Though maybe it's worth a try...
>
> So here's strace output..
>
[...]
Comparing this to the output on my machine doesn't show any significant
difference until
> fuse: fuse_remove_signal_handlers: unknown session
> futex(0x7fff8fe59940, FUTEX_WAIT_PRIVATE, 0, NULL) = -1 EAGAIN
Weird enough, that error is after the print... but I have a very similar
call to futex() and it's succeeding (and it's the last thing happening,
actually).
Also, your output shows exactly the same behaviour that I observe when
calling osspd with osspd already running. In the absence of a better
theory, this looks to me as if something already took these major/minor
numbers.

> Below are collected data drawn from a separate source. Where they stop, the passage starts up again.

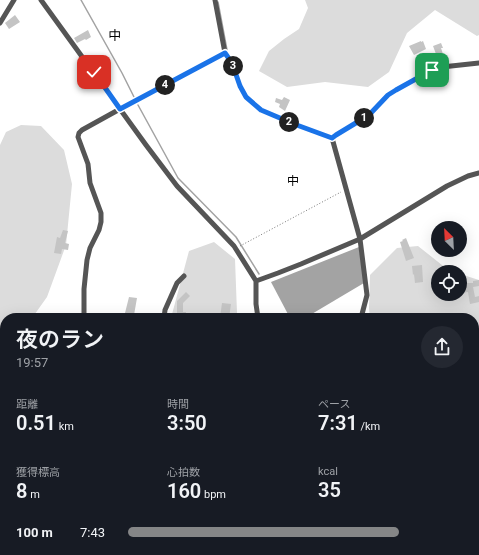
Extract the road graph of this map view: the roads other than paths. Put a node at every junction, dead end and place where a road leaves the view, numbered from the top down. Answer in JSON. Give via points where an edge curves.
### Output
{"nodes":[{"id":1,"x":14,"y":0,"type":"edge"},
{"id":2,"x":41,"y":0,"type":"edge"},
{"id":3,"x":215,"y":0,"type":"edge"},
{"id":4,"x":0,"y":23,"type":"edge"},
{"id":5,"x":479,"y":63,"type":"edge"},
{"id":6,"x":120,"y":109,"type":"junction"},
{"id":7,"x":332,"y":138,"type":"junction"},
{"id":8,"x":479,"y":173,"type":"edge"},
{"id":9,"x":360,"y":239,"type":"junction"},
{"id":10,"x":184,"y":276,"type":"dead end"},
{"id":11,"x":256,"y":281,"type":"junction"},
{"id":12,"x":84,"y":313,"type":"edge"},
{"id":13,"x":165,"y":313,"type":"edge"},
{"id":14,"x":257,"y":313,"type":"edge"},
{"id":15,"x":362,"y":313,"type":"edge"}],
"edges":[{"from":1,"to":4,"type":"street"},
{"from":2,"to":6,"type":"street"},
{"from":3,"to":7,"type":"street","via":[[225,53],[232,63],[246,97],[261,110]]},
{"from":5,"to":7,"type":"street","via":[[432,70],[388,95],[369,115]]},
{"from":6,"to":11,"type":"street","via":[[177,186],[234,246]]},
{"from":6,"to":12,"type":"street","via":[[82,130],[78,137],[101,213],[99,230],[87,260]]},
{"from":7,"to":9,"type":"street"},
{"from":8,"to":9,"type":"street","via":[[447,186]]},
{"from":9,"to":11,"type":"street"},
{"from":9,"to":15,"type":"street","via":[[367,295]]},
{"from":10,"to":13,"type":"street","via":[[177,283]]},
{"from":11,"to":14,"type":"street"}]}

You don't happen to have SOUND_OSS_CORE_PRECLAIM enabled in the
kernel?
I had the same problem on Debian when I had "oss-compat" installed, so I
added the following to /etc/modprobe.d/osspd.conf:
blacklist snd-pcm-oss
blacklist snd-mixer-oss
blacklist snd-seq-oss
I suppose there's nothing in any logfiles?

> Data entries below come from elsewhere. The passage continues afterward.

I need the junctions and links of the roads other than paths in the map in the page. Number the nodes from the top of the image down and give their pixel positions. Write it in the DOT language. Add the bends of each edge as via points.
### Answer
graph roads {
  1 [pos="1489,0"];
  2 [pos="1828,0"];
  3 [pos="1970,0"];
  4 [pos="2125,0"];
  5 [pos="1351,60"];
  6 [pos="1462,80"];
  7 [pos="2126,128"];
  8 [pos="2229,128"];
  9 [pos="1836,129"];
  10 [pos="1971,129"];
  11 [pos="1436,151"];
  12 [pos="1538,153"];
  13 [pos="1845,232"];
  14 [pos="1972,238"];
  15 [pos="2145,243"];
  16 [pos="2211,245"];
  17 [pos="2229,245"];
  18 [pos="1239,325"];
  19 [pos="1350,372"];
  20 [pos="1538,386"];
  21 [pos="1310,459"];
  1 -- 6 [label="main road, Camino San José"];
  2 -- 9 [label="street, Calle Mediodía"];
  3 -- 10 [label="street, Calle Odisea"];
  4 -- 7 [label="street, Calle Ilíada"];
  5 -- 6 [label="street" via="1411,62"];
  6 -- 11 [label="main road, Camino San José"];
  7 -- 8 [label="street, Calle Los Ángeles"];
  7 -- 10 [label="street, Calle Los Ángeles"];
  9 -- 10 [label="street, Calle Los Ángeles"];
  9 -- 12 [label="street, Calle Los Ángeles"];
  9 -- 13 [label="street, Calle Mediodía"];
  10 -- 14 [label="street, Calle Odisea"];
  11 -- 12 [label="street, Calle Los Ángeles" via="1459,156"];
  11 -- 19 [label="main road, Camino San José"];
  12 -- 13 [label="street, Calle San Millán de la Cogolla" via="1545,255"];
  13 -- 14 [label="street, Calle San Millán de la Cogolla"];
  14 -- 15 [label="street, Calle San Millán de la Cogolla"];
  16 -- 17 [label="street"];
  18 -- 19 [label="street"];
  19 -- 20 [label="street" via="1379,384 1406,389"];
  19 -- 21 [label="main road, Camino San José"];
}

In particular, I get the following in dmesg when the major/minor numbers
are already claimed:
CUSE: failed to register chrdev region
Did you use other fuse applications successfully? (I don't know any
other cuse application or I would ask about that.)
= Some more ideas in case none of the above applies =
The communication with fuse is not really visible in the strace though,
that seems to work through magic mmaps - and it looks like it's failing
somewhere there.
Could you insert something like
if (rc) {
log_msg(OSSP_LOG_CRIT, "fuse_session_loop_mt returned %d", rc);
}
after "rc = fuse_session_loop_mt(se);" in cuse_worker in osspd.c?
It may also be interesting to learn more about what's actually happening
in osspd (I hoped to see that with strace, but that did not work out).
Maybe ltrace is more informative? The last resort would be to step
through this with gdb.
Disclaimer: I'm guessing here as much as you are, and it's not like I
know how to use cuse or fuse - I'm just the Debian package maintainer.